### DIRECTIONS FOR THIS TASK
Look through the records, and wherever the string "LAKE" turns up, copy out that line.

### EXTRACTED DATA
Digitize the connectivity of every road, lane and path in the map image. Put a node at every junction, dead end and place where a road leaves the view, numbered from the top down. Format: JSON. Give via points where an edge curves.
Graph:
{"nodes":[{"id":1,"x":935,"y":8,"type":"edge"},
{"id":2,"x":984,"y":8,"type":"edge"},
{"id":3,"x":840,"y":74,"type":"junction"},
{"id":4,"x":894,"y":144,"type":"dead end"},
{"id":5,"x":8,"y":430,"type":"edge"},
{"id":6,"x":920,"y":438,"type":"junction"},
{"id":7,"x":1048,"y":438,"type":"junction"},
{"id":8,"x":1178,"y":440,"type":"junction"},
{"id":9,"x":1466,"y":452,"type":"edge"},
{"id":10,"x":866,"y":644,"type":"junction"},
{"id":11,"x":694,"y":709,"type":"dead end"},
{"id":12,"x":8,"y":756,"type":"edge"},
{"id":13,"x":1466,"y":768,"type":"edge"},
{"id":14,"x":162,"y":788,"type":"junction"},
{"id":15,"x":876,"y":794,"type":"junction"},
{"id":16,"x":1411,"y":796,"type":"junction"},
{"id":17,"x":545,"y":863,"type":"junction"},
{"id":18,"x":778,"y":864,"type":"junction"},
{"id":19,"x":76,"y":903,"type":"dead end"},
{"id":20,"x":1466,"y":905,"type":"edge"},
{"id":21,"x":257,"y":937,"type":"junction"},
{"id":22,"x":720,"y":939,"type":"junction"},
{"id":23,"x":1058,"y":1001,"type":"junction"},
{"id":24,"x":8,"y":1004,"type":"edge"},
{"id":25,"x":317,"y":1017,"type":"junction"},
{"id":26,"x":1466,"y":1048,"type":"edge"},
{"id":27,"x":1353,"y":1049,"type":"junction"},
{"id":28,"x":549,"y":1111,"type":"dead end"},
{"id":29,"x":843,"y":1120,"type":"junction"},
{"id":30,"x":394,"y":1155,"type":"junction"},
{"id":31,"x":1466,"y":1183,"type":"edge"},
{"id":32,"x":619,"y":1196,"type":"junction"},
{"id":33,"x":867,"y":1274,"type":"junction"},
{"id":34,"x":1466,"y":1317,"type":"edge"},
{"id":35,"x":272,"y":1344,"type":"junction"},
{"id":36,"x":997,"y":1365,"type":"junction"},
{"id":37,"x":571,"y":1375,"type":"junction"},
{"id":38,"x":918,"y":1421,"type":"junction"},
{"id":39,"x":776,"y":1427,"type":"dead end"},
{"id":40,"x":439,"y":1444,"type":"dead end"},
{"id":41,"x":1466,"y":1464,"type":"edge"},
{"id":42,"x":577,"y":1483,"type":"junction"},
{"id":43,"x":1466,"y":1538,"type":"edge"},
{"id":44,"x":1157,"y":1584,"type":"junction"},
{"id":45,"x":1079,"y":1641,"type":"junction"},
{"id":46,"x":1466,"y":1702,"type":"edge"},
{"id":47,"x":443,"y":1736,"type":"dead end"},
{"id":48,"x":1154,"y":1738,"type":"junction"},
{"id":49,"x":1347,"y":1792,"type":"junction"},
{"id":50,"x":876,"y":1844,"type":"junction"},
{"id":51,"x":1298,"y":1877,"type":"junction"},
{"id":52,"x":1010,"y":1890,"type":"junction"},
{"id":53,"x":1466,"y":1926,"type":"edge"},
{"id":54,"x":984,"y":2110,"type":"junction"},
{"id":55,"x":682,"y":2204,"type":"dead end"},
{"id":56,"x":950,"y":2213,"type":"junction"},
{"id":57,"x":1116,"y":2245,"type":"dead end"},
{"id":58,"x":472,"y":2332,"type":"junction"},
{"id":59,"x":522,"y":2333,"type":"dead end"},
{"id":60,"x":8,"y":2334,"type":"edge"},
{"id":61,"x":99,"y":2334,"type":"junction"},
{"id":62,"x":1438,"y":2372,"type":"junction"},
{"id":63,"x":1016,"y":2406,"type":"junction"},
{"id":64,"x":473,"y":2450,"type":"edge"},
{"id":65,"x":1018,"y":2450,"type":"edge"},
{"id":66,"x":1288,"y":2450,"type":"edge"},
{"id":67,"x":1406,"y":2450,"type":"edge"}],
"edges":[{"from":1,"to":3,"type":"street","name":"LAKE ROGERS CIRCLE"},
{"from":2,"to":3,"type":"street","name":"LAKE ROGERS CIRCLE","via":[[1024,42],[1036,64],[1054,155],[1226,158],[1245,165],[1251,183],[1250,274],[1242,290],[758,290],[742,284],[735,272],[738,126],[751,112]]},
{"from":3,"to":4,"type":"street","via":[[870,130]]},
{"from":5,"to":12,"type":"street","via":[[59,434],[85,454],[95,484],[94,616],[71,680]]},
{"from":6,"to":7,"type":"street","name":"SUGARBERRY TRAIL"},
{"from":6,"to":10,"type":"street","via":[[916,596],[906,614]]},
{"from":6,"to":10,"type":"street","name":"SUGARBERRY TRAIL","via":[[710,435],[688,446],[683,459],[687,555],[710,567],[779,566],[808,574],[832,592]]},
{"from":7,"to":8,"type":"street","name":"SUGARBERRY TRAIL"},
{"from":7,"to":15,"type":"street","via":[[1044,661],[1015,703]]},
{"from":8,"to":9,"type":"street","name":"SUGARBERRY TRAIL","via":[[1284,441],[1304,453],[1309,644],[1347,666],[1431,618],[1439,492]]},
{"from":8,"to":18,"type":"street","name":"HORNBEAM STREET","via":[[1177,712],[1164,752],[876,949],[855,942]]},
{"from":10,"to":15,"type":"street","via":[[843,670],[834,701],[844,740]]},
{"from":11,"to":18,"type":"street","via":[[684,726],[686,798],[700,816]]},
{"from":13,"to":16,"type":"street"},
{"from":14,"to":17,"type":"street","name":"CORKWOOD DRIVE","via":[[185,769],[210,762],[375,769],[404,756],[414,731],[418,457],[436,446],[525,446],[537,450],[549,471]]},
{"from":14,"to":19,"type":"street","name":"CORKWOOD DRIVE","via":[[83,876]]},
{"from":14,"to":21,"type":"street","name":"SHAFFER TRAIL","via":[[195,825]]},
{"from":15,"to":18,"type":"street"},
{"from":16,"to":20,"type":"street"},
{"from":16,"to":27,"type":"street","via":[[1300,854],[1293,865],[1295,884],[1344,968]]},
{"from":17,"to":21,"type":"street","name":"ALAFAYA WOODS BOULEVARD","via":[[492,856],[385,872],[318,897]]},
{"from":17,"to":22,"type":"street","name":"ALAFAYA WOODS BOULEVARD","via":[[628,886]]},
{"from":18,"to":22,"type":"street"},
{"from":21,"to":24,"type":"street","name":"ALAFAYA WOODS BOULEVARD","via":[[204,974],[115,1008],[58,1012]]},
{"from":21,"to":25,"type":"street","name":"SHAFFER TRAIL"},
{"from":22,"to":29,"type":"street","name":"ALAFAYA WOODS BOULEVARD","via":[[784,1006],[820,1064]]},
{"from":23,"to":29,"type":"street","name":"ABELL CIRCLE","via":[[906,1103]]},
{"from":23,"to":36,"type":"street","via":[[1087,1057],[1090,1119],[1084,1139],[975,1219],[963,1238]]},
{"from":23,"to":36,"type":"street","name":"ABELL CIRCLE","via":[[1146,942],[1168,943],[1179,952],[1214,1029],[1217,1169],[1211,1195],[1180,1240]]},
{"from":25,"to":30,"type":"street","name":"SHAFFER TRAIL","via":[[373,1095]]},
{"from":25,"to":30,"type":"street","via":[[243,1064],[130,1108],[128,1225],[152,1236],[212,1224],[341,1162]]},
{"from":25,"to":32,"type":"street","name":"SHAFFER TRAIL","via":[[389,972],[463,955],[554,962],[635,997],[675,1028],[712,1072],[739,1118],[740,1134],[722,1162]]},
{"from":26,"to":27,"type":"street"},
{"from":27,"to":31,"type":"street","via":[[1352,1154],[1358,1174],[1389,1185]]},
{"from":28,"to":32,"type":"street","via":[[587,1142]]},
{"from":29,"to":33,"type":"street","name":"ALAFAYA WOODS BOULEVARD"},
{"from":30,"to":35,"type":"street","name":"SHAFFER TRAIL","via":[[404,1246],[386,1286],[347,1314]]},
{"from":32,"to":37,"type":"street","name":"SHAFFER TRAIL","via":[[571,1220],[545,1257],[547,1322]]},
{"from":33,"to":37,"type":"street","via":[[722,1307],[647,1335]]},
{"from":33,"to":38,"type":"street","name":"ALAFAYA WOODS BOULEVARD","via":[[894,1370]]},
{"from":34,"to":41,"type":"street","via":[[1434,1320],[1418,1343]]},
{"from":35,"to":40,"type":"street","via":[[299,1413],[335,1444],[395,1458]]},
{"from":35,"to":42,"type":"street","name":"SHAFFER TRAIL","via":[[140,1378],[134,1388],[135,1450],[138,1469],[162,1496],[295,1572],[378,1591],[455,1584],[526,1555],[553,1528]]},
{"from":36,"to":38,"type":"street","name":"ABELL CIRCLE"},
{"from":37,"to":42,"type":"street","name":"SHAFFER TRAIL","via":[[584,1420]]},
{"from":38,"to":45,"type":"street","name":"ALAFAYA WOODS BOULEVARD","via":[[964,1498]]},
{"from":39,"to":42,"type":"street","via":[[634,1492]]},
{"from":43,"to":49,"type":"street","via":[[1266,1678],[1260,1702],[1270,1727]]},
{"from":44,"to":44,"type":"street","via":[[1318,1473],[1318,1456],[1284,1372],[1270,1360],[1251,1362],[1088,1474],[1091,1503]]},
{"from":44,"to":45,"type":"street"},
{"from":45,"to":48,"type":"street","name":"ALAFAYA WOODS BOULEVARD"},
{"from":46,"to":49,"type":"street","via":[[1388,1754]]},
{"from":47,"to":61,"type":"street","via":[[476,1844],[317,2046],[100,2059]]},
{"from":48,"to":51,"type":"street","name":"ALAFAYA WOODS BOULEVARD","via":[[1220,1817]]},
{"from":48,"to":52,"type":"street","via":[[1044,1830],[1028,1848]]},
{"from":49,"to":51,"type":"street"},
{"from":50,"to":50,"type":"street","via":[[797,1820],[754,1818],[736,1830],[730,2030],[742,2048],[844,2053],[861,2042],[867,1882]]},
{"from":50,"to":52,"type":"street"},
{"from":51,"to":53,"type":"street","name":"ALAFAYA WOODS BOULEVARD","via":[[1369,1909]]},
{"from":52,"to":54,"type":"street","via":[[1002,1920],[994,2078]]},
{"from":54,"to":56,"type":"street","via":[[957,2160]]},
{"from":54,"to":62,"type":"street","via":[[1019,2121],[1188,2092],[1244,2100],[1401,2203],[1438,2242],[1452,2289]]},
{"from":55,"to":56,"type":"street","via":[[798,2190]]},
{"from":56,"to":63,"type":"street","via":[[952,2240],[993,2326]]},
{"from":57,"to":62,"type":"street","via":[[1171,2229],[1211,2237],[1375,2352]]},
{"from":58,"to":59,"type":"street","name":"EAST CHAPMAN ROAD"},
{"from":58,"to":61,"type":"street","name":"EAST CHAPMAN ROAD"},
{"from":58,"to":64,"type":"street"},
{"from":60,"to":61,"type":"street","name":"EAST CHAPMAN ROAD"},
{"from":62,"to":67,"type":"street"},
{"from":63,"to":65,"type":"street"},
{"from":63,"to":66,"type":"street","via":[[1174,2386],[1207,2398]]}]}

### RESPONSE FOR THIS EXERCISE
"edges":[{"from":1,"to":3,"type":"street","name":"LAKE ROGERS CIRCLE"},
{"from":2,"to":3,"type":"street","name":"LAKE ROGERS CIRCLE","via":[[1024,42],[1036,64],[1054,155],[1226,158],[1245,165],[1251,183],[1250,274],[1242,290],[758,290],[742,284],[735,272],[738,126],[751,112]]},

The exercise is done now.